Single cell RNAseq of murine gliomas induced by PDGFB overexpression

Glioblastoma progression remains elusive, especially in its first stages. Here, by simultaneous transfer of PDGFB and genetic barcode in mouse brain, we triggered gliomagenesis in univocally labelled cells in vivo, hence enabling direct tracing of glioblastoma evolution from the earliest possible stage. We observed an unexpectedly high incidence of clonal extinction events and progressive clonal size divergence, even after the acquisition of a malignant phenotype. Computational modelling suggests these dynamics as the consequence of a clonal-based cell-cell competition. Bulk and single-cell transcriptome analyses, coupled to lineage tracing, revealed that the strongest correlation with clonal size unbalancing is shown by Myc transcriptional targets. Additionally, higher levels of Myc signalling discriminate "winner" from "loser" clones in early gliomagenesis.

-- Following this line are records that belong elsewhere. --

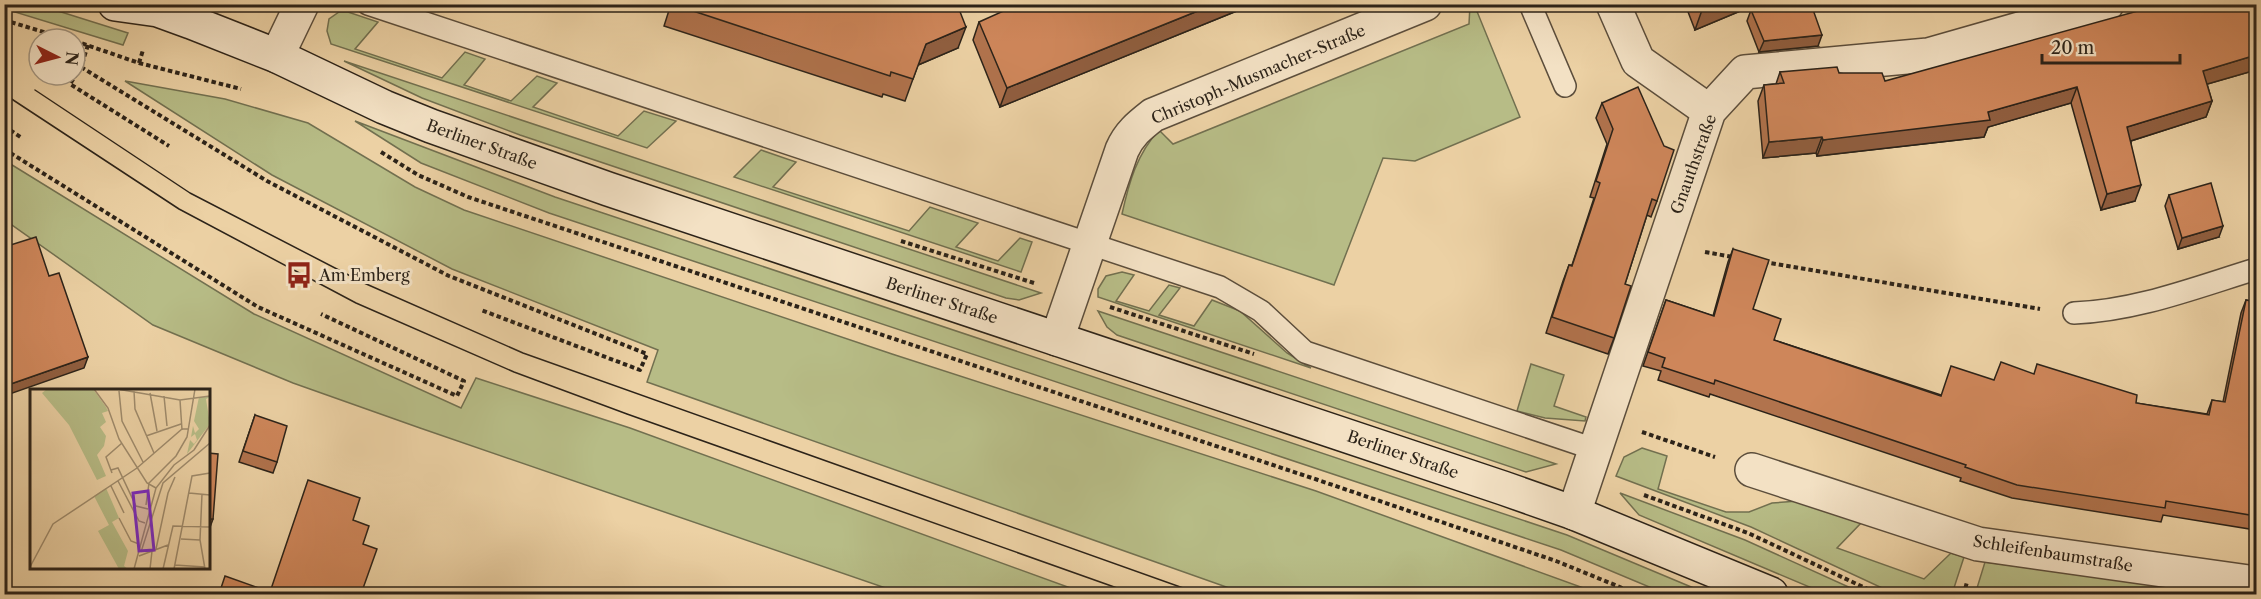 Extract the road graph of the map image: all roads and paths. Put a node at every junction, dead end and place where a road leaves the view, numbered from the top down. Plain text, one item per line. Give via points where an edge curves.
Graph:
1 (115, 4) edge
2 (302, 4) edge
3 (368, 4) edge
4 (1425, 4) edge
5 (1530, 4) edge
6 (1613, 4) edge
7 (2107, 4) edge
8 (4, 20) edge
9 (27, 27) edge
10 (88, 45) joint
11 (87, 48) edge
12 (277, 56) junction
13 (87, 71) edge
14 (1565, 86) dead end
15 (75, 87) edge
16 (251, 91) dead end
17 (1709, 111) junction
18 (4, 126) edge
19 (22, 138) dead end
20 (169, 146) dead end
21 (4, 149) edge
22 (379, 151) dead end
23 (1089, 245) junction
24 (1664, 245) junction
25 (1734, 257) edge
26 (1758, 261) edge
27 (2256, 269) edge
28 (481, 310) dead end
29 (2074, 313) joint
30 (321, 314) dead end
31 (1058, 339) junction
32 (1607, 419) junction
33 (1596, 450) junction
34 (1752, 470) joint
35 (1574, 513) junction
36 (2256, 583) edge
37 (1637, 594) edge
38 (1771, 594) edge

1 - 12 street, Berliner Straße via 158,10
2 - 12 street
3 - 23 lane
4 - 23 street, Christoph-Musmacher-Straße via 1153,115 1129,136
5 - 14 lane
6 - 17 street via 1638,61
7 - 17 street, Gnauthstraße via 1928,55 1745,72
8 - 9 path
10 - 11 path
10 - 16 path via 139,63
12 - 31 street, Berliner Straße via 442,130
13 - 28 path via 267,181 449,276 646,354 640,370
15 - 20 path
17 - 24 street, Gnauthstraße
18 - 19 path
21 - 30 path via 258,306 457,396 464,381
22 - 37 path via 418,175 468,197 1556,561
23 - 31 street, Christoph-Musmacher-Straße
23 - 33 lane via 1220,287 1261,310 1305,352
24 - 25 path
24 - 32 street, Gnauthstraße
26 - 29 path
27 - 29 lane via 2143,303 2098,313
31 - 35 street, Berliner Straße
32 - 33 street, Gnauthstraße
32 - 34 path
33 - 35 street, Gnauthstraße
34 - 36 street, Schleifenbaumstraße via 1978,544
35 - 38 street, Berliner Straße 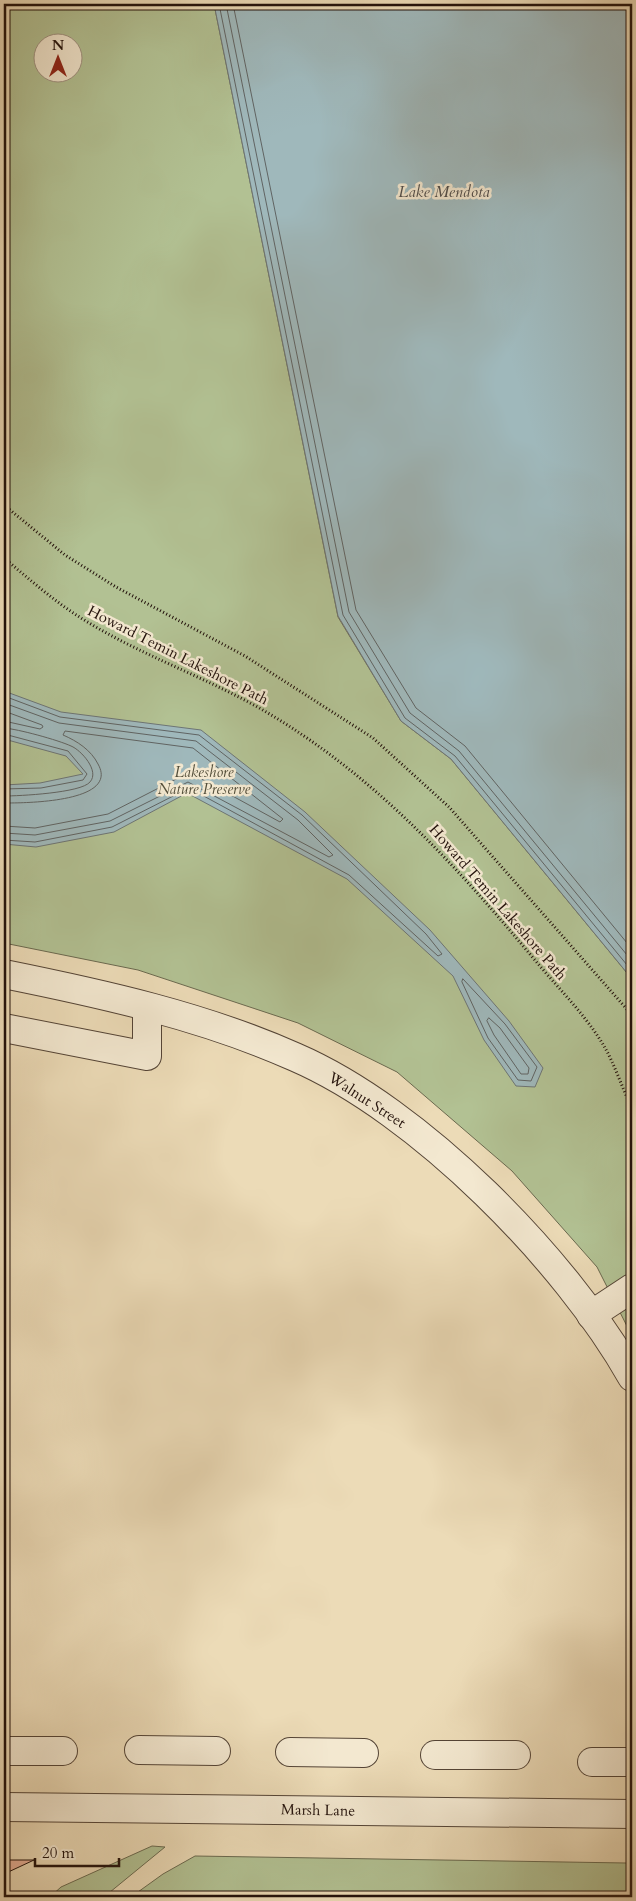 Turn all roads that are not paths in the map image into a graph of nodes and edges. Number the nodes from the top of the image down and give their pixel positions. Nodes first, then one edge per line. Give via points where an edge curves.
1 (4, 974) edge
2 (147, 1006) junction
3 (4, 1028) edge
4 (632, 1288) edge
5 (593, 1318) junction
6 (594, 1350) dead end
7 (632, 1378) edge
8 (139, 1750) dead end
9 (4, 1751) edge
10 (63, 1751) dead end
11 (216, 1751) dead end
12 (290, 1752) dead end
13 (364, 1753) dead end
14 (435, 1755) dead end
15 (516, 1755) dead end
16 (592, 1762) dead end
17 (632, 1762) edge
18 (4, 1807) edge
19 (632, 1814) edge

1 - 2 street, Walnut Street
2 - 3 street via 147,1056
2 - 5 street, Walnut Street via 298,1067 371,1109 442,1165
4 - 5 street
5 - 6 street
5 - 7 street, Walnut Street
8 - 11 street
9 - 10 street
12 - 13 street
14 - 15 street
16 - 17 street
18 - 19 street, Marsh Lane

These results agree with recent understanding of the Myc-mediated induction of supercompetitive phenotype in mammalian embryo. Our findings shed light on aspects of glioblastoma evolution inaccessible by conventional retrospective approaches and highlight the potential of the combined use of clonal tracing and transcriptomic analyses in this field. Gliomas induced by in-utero somatic gene transfer of PDGFB in embryonic telencephalic ventricles were collected at about 40 days from the birth. Tumor masses were dissociated, tumor cells were enriched by FACSorting exploiting the GFP expression. The resulting samples were pooled two by two prior to 10X partitioning.